Haploinsufficiency of SHOX is caused by a heterozygous SHOX deletion (80–90% of affected individuals) or a SHOX heterozygous pathogenic variant (10–20% of affected individuals) . In the present case, the SHOX gene mutation M1T was located in the starting codon of exon 2, caused by ATG (methionine) replaced by ACG (threonine). According to the Kozak motif (GCCAUGG), it is speculated that ACG can still initiate SHOX protein translation, but it greatly reduces the efficiency of translation , leading to haploinsufficiency of SHOX. M1T was reported in a Calabrian girl with LWD with the severe phenotype . This mutation was carried by four members of that family, but there was no obvious short stature in men, suggesting that the phenotype of the same mutation had variability even in the same family . Phenotypes of LWD patients are more severe in females, which seems to be associated with higher levels of estrogen .

Short stature and high BMI in adults are risk factors for impaired islet β‐cell function, insulin resistance, type 2 diabetes and CVD . Although the clinical manifestation of haploinsufficiency of SHOX is short stature and high BMI, there is no report about the metabolic disorders of LWD patients caused by SHOX deficiency in the literature, which might be related to the limited numbers of adult cases. The occurrence of hypertension in SHOX‐deficient girls with TS is hypothetically due to reduced circulating brain natriuretic peptide levels as a consequence of SHOX deficiency . The observation of more adult LWD cases is required to determine whether there is a higher probability of metabolic syndrome, including type 2 diabetes, hypertension and dyslipidemia.

The complete or partial absence of one copy of the X chromosome will usually result in autoimmune diseases and malignant diseases . However, the possibility of combining with these diseases should be low in the case of haploinsufficiency of SHOX caused by a point pathogenic variant without affecting other regions of the X chromosome.

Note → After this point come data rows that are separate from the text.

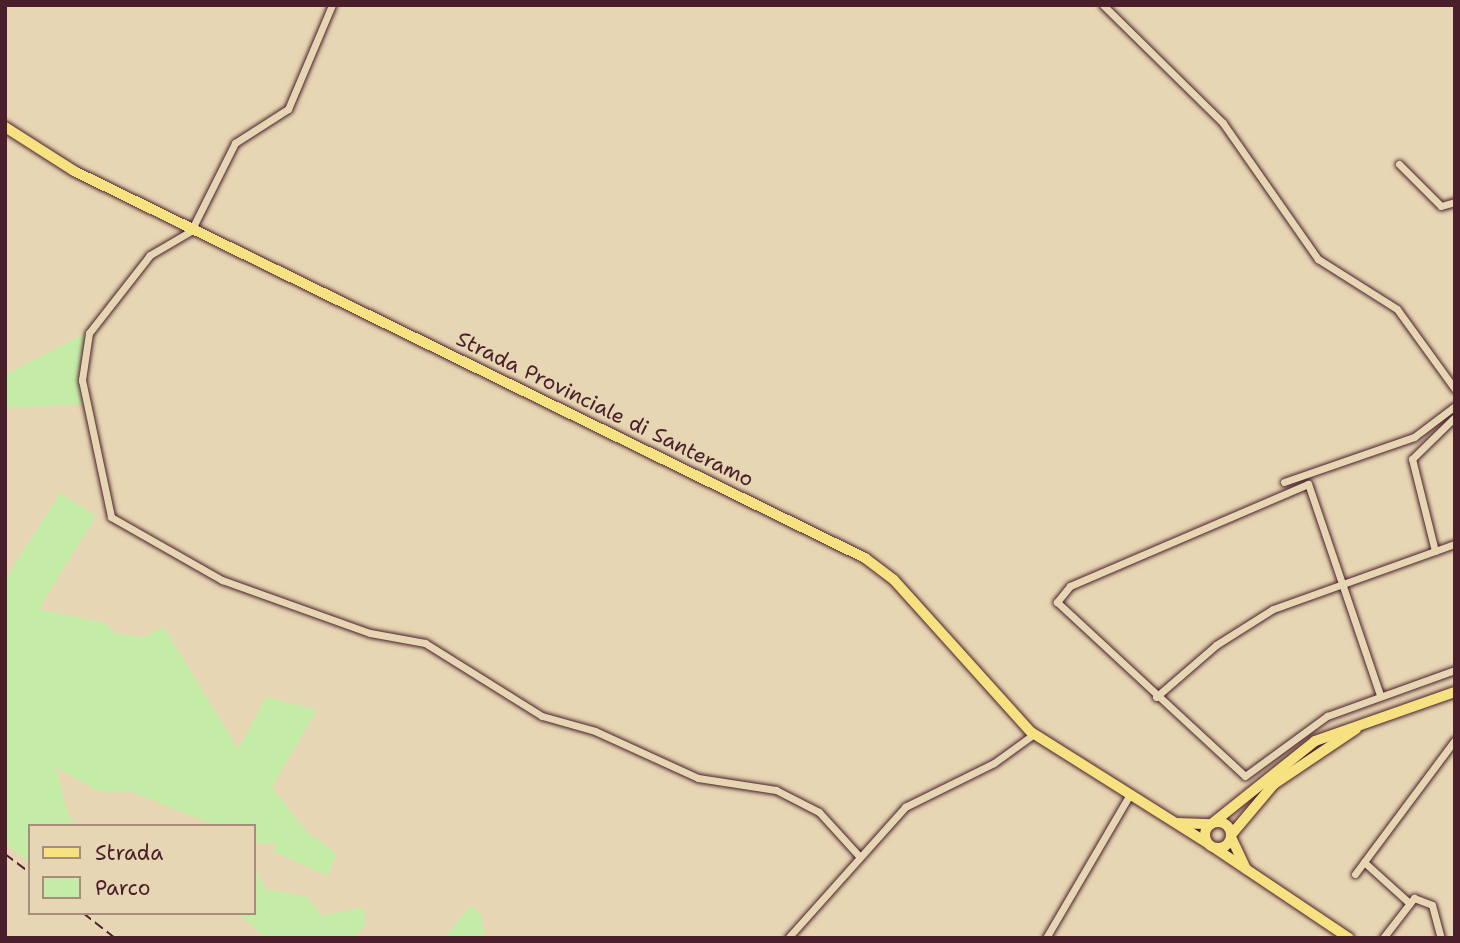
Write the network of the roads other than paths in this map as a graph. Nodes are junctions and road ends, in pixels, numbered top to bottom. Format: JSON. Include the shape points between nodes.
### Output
{"nodes":[{"id":1,"x":332,"y":5,"type":"edge"},
{"id":2,"x":1103,"y":5,"type":"edge"},
{"id":3,"x":5,"y":127,"type":"edge"},
{"id":4,"x":1399,"y":164,"type":"dead end"},
{"id":5,"x":1455,"y":202,"type":"edge"},
{"id":6,"x":192,"y":229,"type":"junction"},
{"id":7,"x":1455,"y":389,"type":"edge"},
{"id":8,"x":1455,"y":406,"type":"edge"},
{"id":9,"x":1455,"y":417,"type":"edge"},
{"id":10,"x":1410,"y":438,"type":"junction"},
{"id":11,"x":1416,"y":448,"type":"junction"},
{"id":12,"x":1284,"y":482,"type":"dead end"},
{"id":13,"x":1455,"y":544,"type":"edge"},
{"id":14,"x":1435,"y":551,"type":"junction"},
{"id":15,"x":1341,"y":581,"type":"junction"},
{"id":16,"x":1455,"y":670,"type":"edge"},
{"id":17,"x":1455,"y":692,"type":"edge"},
{"id":18,"x":1380,"y":695,"type":"junction"},
{"id":19,"x":1156,"y":696,"type":"junction"},
{"id":20,"x":1370,"y":719,"type":"junction"},
{"id":21,"x":1034,"y":734,"type":"junction"},
{"id":22,"x":1454,"y":744,"type":"edge"},
{"id":23,"x":1132,"y":798,"type":"junction"},
{"id":24,"x":1213,"y":823,"type":"junction"},
{"id":25,"x":1231,"y":836,"type":"junction"},
{"id":26,"x":1211,"y":846,"type":"junction"},
{"id":27,"x":859,"y":856,"type":"junction"},
{"id":28,"x":1364,"y":862,"type":"junction"},
{"id":29,"x":1355,"y":874,"type":"dead end"},
{"id":30,"x":1275,"y":890,"type":"junction"},
{"id":31,"x":1407,"y":901,"type":"junction"},
{"id":32,"x":788,"y":938,"type":"edge"},
{"id":33,"x":1046,"y":938,"type":"edge"},
{"id":34,"x":1349,"y":938,"type":"edge"},
{"id":35,"x":1383,"y":938,"type":"edge"},
{"id":36,"x":1441,"y":938,"type":"edge"}],
"edges":[{"from":1,"to":6,"type":"street","via":[[291,105],[235,143]]},
{"from":2,"to":7,"type":"street","via":[[1223,123],[1318,259],[1397,309]]},
{"from":3,"to":6,"type":"main road","name":"Strada Provinciale di Santeramo","via":[[50,159]]},
{"from":4,"to":5,"type":"street","via":[[1441,206]]},
{"from":6,"to":21,"type":"main road","name":"Strada Provinciale di Santeramo","via":[[865,558],[894,580]]},
{"from":6,"to":27,"type":"street","via":[[141,265],[91,329],[82,355],[82,385],[114,520],[222,580],[370,633],[425,643],[542,716],[595,731],[698,778],[776,790],[819,812]]},
{"from":8,"to":10,"type":"street"},
{"from":9,"to":11,"type":"street"},
{"from":10,"to":11,"type":"street"},
{"from":10,"to":12,"type":"street"},
{"from":11,"to":14,"type":"street","via":[[1412,464]]},
{"from":13,"to":14,"type":"street"},
{"from":14,"to":15,"type":"street"},
{"from":15,"to":18,"type":"street"},
{"from":15,"to":19,"type":"street","via":[[1233,632]]},
{"from":15,"to":19,"type":"street","via":[[1308,484],[1063,591],[1058,608]]},
{"from":16,"to":18,"type":"street"},
{"from":17,"to":20,"type":"main road"},
{"from":18,"to":19,"type":"street","via":[[1314,722],[1245,776]]},
{"from":20,"to":24,"type":"main road","via":[[1298,751]]},
{"from":20,"to":25,"type":"main road","via":[[1274,784]]},
{"from":21,"to":23,"type":"main road","name":"Strada Provinciale di Santeramo"},
{"from":21,"to":27,"type":"street","via":[[993,763],[910,803]]},
{"from":22,"to":28,"type":"street"},
{"from":23,"to":24,"type":"main road","via":[[1180,824]]},
{"from":23,"to":26,"type":"main road"},
{"from":23,"to":33,"type":"street"},
{"from":24,"to":25,"type":"main road","via":[[1226,825]]},
{"from":24,"to":26,"type":"main road"},
{"from":25,"to":26,"type":"main road"},
{"from":25,"to":30,"type":"main road","via":[[1243,866]]},
{"from":26,"to":30,"type":"main road"},
{"from":27,"to":32,"type":"street"},
{"from":28,"to":29,"type":"street"},
{"from":28,"to":31,"type":"street"},
{"from":30,"to":34,"type":"main road"},
{"from":31,"to":35,"type":"street"},
{"from":31,"to":36,"type":"street","via":[[1433,905]]}]}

Autoimmune thyroid disease might just be a coincidence in the present LWD patient carrying a point mutation of the SHOX gene.

In conclusion, we report an adult LWD patient with metabolic syndrome due to a heterozygous mutation of the start codon of the SHOX gene. Clinicians should identify and treat LWD patients promptly according to the LWD triad and Rappold score, and pay attention to whether adult LWD patients are at risk of metabolic syndrome due to short stature and high BMI.

Disclosure

The authors declare no conflict of interest.